The Holder of any such Security will have the option to elect
repayment by the Company of the principal of such Security on each
Optional Reset Date at a price equal to the principal amount thereof
plus interest accrued to such Optional Reset Date. In order to obtain
repayment on an Optional Reset Date, the Holder must follow the
procedures set forth in Article Thirteen for repayment at the option
of Holders except that the period for delivery or notification to the
Trustee shall be at least 25 but not more than 35 days prior to such
Optional Reset Date and except that, if the Holder has tendered any
Security for repayment pursuant to the Reset Notice, the Holder may,
by written notice to the Trustee, revoke such tender or repayment
until the close of business on the tenth day before such Optional
Reset Date.
SECTION 308. Persons Deemed Owners.
Prior to due presentment of a Registered Security for registration of
transfer, the Company, the Trustee and any agent of the Company or the
Trustee may treat the Person in whose name such Registered Security is
registered as the owner of such Registered Security for the purpose of
receiving payment of principal of (and premium, if any, on) and
(subject to Sections 305 and 307) interest on such Security and for
all other purposes whatsoever, whether or not such Security be
overdue, and none of the Company, the Trustee or any agent of the
Company or the Trustee shall be affected by notice to the contrary.
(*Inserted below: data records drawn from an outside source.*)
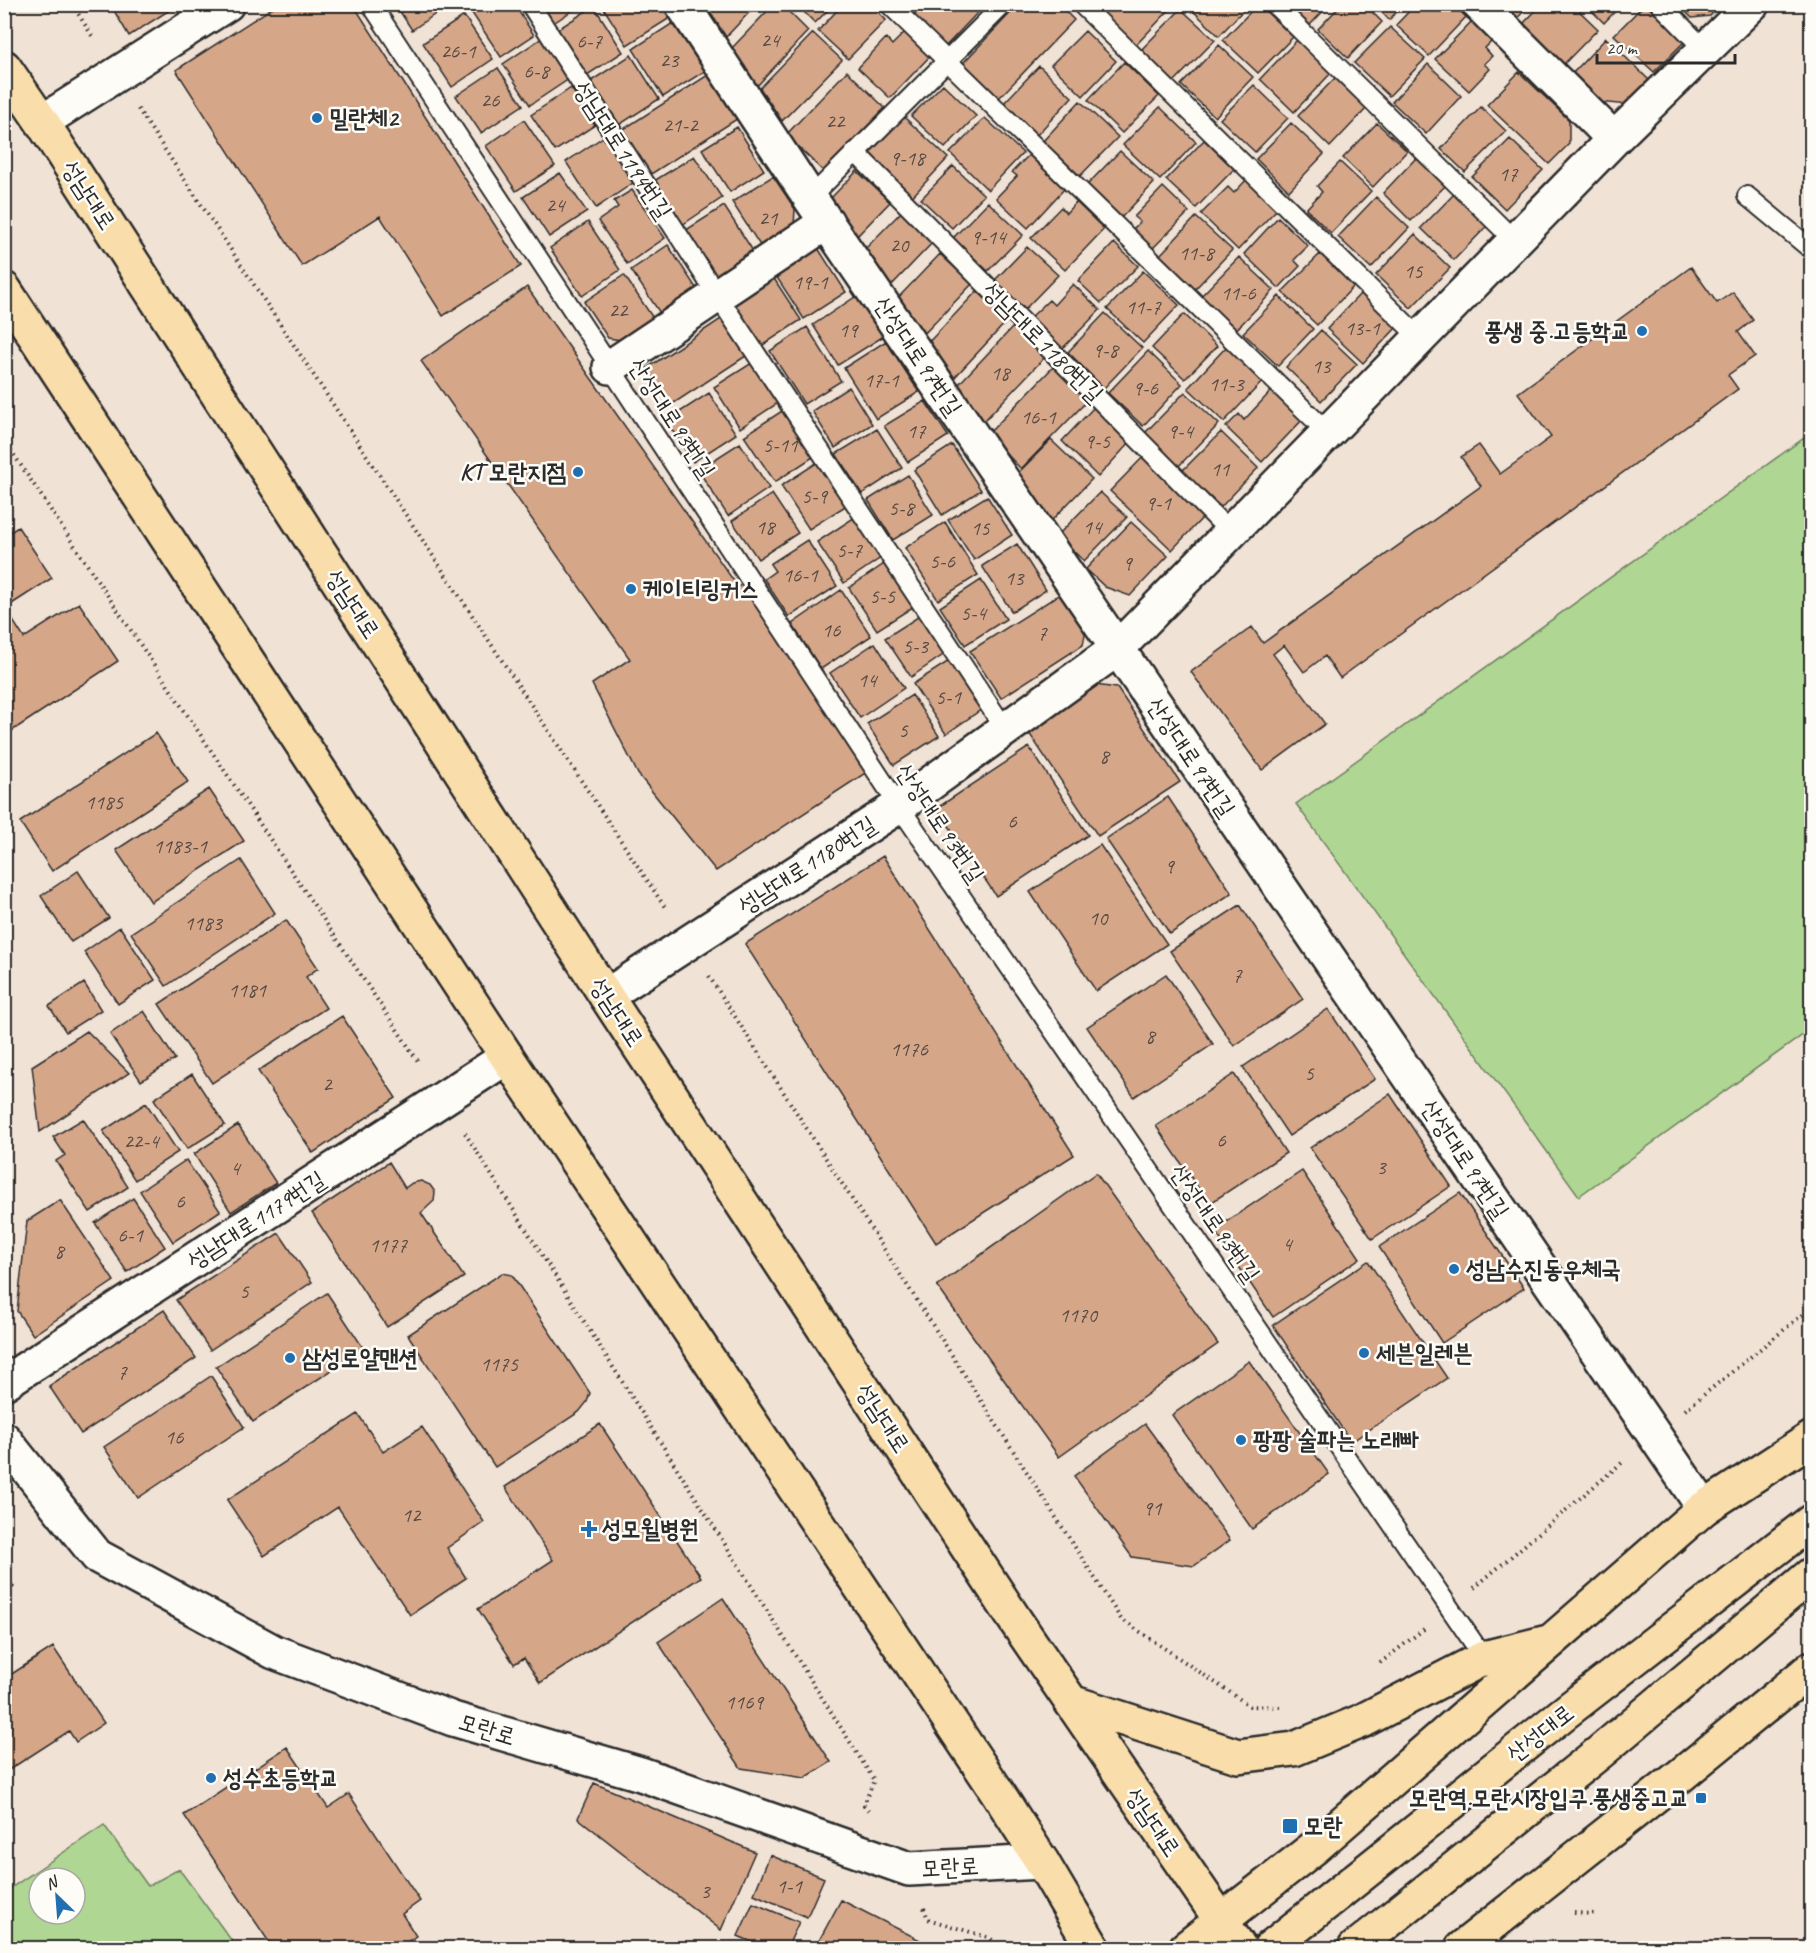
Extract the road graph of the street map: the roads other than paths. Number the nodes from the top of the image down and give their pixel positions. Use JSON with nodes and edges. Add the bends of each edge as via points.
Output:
{"nodes":[{"id":1,"x":227,"y":4,"type":"edge"},
{"id":2,"x":371,"y":4,"type":"edge"},
{"id":3,"x":530,"y":4,"type":"edge"},
{"id":4,"x":682,"y":4,"type":"edge"},
{"id":5,"x":889,"y":4,"type":"edge"},
{"id":6,"x":1004,"y":4,"type":"edge"},
{"id":7,"x":1081,"y":4,"type":"edge"},
{"id":8,"x":1274,"y":4,"type":"edge"},
{"id":9,"x":1479,"y":4,"type":"edge"},
{"id":10,"x":1660,"y":4,"type":"edge"},
{"id":11,"x":1752,"y":4,"type":"edge"},
{"id":12,"x":1706,"y":50,"type":"junction"},
{"id":13,"x":946,"y":62,"type":"junction"},
{"id":14,"x":4,"y":67,"type":"edge"},
{"id":15,"x":42,"y":122,"type":"junction"},
{"id":16,"x":1614,"y":139,"type":"junction"},
{"id":17,"x":855,"y":152,"type":"junction"},
{"id":18,"x":1747,"y":196,"type":"dead end"},
{"id":19,"x":818,"y":210,"type":"junction"},
{"id":20,"x":1515,"y":241,"type":"junction"},
{"id":21,"x":1812,"y":250,"type":"edge"},
{"id":22,"x":4,"y":289,"type":"edge"},
{"id":23,"x":717,"y":295,"type":"junction"},
{"id":24,"x":1420,"y":338,"type":"junction"},
{"id":25,"x":610,"y":367,"type":"junction"},
{"id":26,"x":1328,"y":433,"type":"junction"},
{"id":27,"x":1231,"y":533,"type":"junction"},
{"id":28,"x":1117,"y":649,"type":"junction"},
{"id":29,"x":1005,"y":729,"type":"junction"},
{"id":30,"x":899,"y":806,"type":"junction"},
{"id":31,"x":606,"y":996,"type":"junction"},
{"id":32,"x":507,"y":1057,"type":"junction"},
{"id":33,"x":4,"y":1383,"type":"edge"},
{"id":34,"x":4,"y":1438,"type":"edge"},
{"id":35,"x":1812,"y":1438,"type":"edge"},
{"id":36,"x":1704,"y":1508,"type":"junction"},
{"id":37,"x":1812,"y":1521,"type":"edge"},
{"id":38,"x":1812,"y":1574,"type":"edge"},
{"id":39,"x":1553,"y":1640,"type":"junction"},
{"id":40,"x":1484,"y":1658,"type":"junction"},
{"id":41,"x":1812,"y":1668,"type":"edge"},
{"id":42,"x":1071,"y":1702,"type":"junction"},
{"id":43,"x":1042,"y":1862,"type":"junction"},
{"id":44,"x":1221,"y":1921,"type":"junction"},
{"id":45,"x":1086,"y":1938,"type":"edge"},
{"id":46,"x":1186,"y":1948,"type":"edge"},
{"id":47,"x":1240,"y":1948,"type":"edge"},
{"id":48,"x":1270,"y":1948,"type":"edge"},
{"id":49,"x":1355,"y":1948,"type":"edge"},
{"id":50,"x":1462,"y":1948,"type":"edge"}],
"edges":[{"from":1,"to":15,"type":"street"},
{"from":2,"to":25,"type":"lane","name":"산성대로93번길"},
{"from":3,"to":23,"type":"lane","name":"성남대로1194번길"},
{"from":4,"to":19,"type":"street","name":"산성대로97번길"},
{"from":5,"to":13,"type":"lane"},
{"from":6,"to":13,"type":"lane"},
{"from":7,"to":24,"type":"lane"},
{"from":8,"to":20,"type":"lane"},
{"from":9,"to":16,"type":"street"},
{"from":10,"to":12,"type":"lane"},
{"from":11,"to":12,"type":"street","name":"성남대로1180번길"},
{"from":12,"to":16,"type":"street","name":"성남대로1180번길"},
{"from":13,"to":17,"type":"lane"},
{"from":13,"to":26,"type":"lane"},
{"from":14,"to":15,"type":"main road","name":"성남대로"},
{"from":15,"to":31,"type":"main road","name":"성남대로"},
{"from":16,"to":20,"type":"street","name":"성남대로1180번길"},
{"from":17,"to":19,"type":"lane"},
{"from":17,"to":27,"type":"lane","name":"성남대로1180번길"},
{"from":18,"to":21,"type":"lane"},
{"from":19,"to":23,"type":"street"},
{"from":19,"to":28,"type":"street","name":"산성대로97번길"},
{"from":20,"to":24,"type":"street","name":"성남대로1180번길"},
{"from":22,"to":32,"type":"main road"},
{"from":23,"to":25,"type":"street"},
{"from":23,"to":29,"type":"lane"},
{"from":24,"to":26,"type":"street","name":"성남대로1180번길"},
{"from":25,"to":30,"type":"lane","name":"산성대로93번길"},
{"from":26,"to":27,"type":"street","name":"성남대로1180번길"},
{"from":27,"to":28,"type":"street","name":"성남대로1180번길"},
{"from":28,"to":29,"type":"street","name":"성남대로1180번길"},
{"from":28,"to":36,"type":"street","name":"산성대로97번길"},
{"from":29,"to":30,"type":"street","name":"성남대로1180번길"},
{"from":30,"to":31,"type":"street","name":"성남대로1180번길"},
{"from":30,"to":40,"type":"lane","name":"산성대로93번길"},
{"from":31,"to":42,"type":"main road","name":"성남대로"},
{"from":32,"to":33,"type":"street","name":"성남대로1179번길"},
{"from":32,"to":43,"type":"main road"},
{"from":34,"to":43,"type":"street","name":"모란로","via":[[98,1556],[274,1652],[453,1719],[641,1774],[909,1869]]},
{"from":35,"to":36,"type":"main road"},
{"from":36,"to":39,"type":"main road"},
{"from":37,"to":48,"type":"main road","name":"산성대로"},
{"from":38,"to":49,"type":"main road","via":[[1600,1752]]},
{"from":39,"to":40,"type":"main road"},
{"from":39,"to":44,"type":"main road","via":[[1316,1847]]},
{"from":40,"to":42,"type":"main road","via":[[1362,1721],[1294,1749],[1238,1756]]},
{"from":41,"to":50,"type":"main road"},
{"from":42,"to":44,"type":"main road","name":"성남대로"},
{"from":43,"to":45,"type":"main road"},
{"from":44,"to":46,"type":"main road"},
{"from":44,"to":47,"type":"main road","name":"성남대로"}]}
Title to any Bearer Security and any Coupons appertaining thereto
shall pass by delivery. The Company, the Trustee and any agent of the
Company or the Trustee may treat the bearer of any Bearer Security and
the bearer of any Coupon as the absolute owner of such Security or
Coupon for the purpose of receiving payment thereof or on account
thereof and for all other purposes whatsoever, whether or not such
Security or Coupons be overdue, and none of the Company, the Trustee
or any agent of the Company or the Trustee shall be affected by notice
to the contrary.
None of the Company, the Trustee, any Paying Agent or the Security
Registrar will have any responsibility or liability for any aspect of
the records relating to or payments made on account of beneficial
ownership interests of a Security in global form or for maintaining,
supervising or reviewing any records relating to such beneficial
ownership interests.
-41-
Notwithstanding the foregoing, with respect to any global Security,
nothing herein shall prevent the Company, the Trustee, or any agent of
the Company or the Trustee, from giving effect to any written
certification, proxy or other authorization furnished by any
depositary, as a Holder, with respect to such global Security or
impair, as between such depositary and owners of beneficial interests
in such global Security, the operation of customary practices
governing the exercise of the rights of such depositary (or its
nominee) as Holder of such global Security.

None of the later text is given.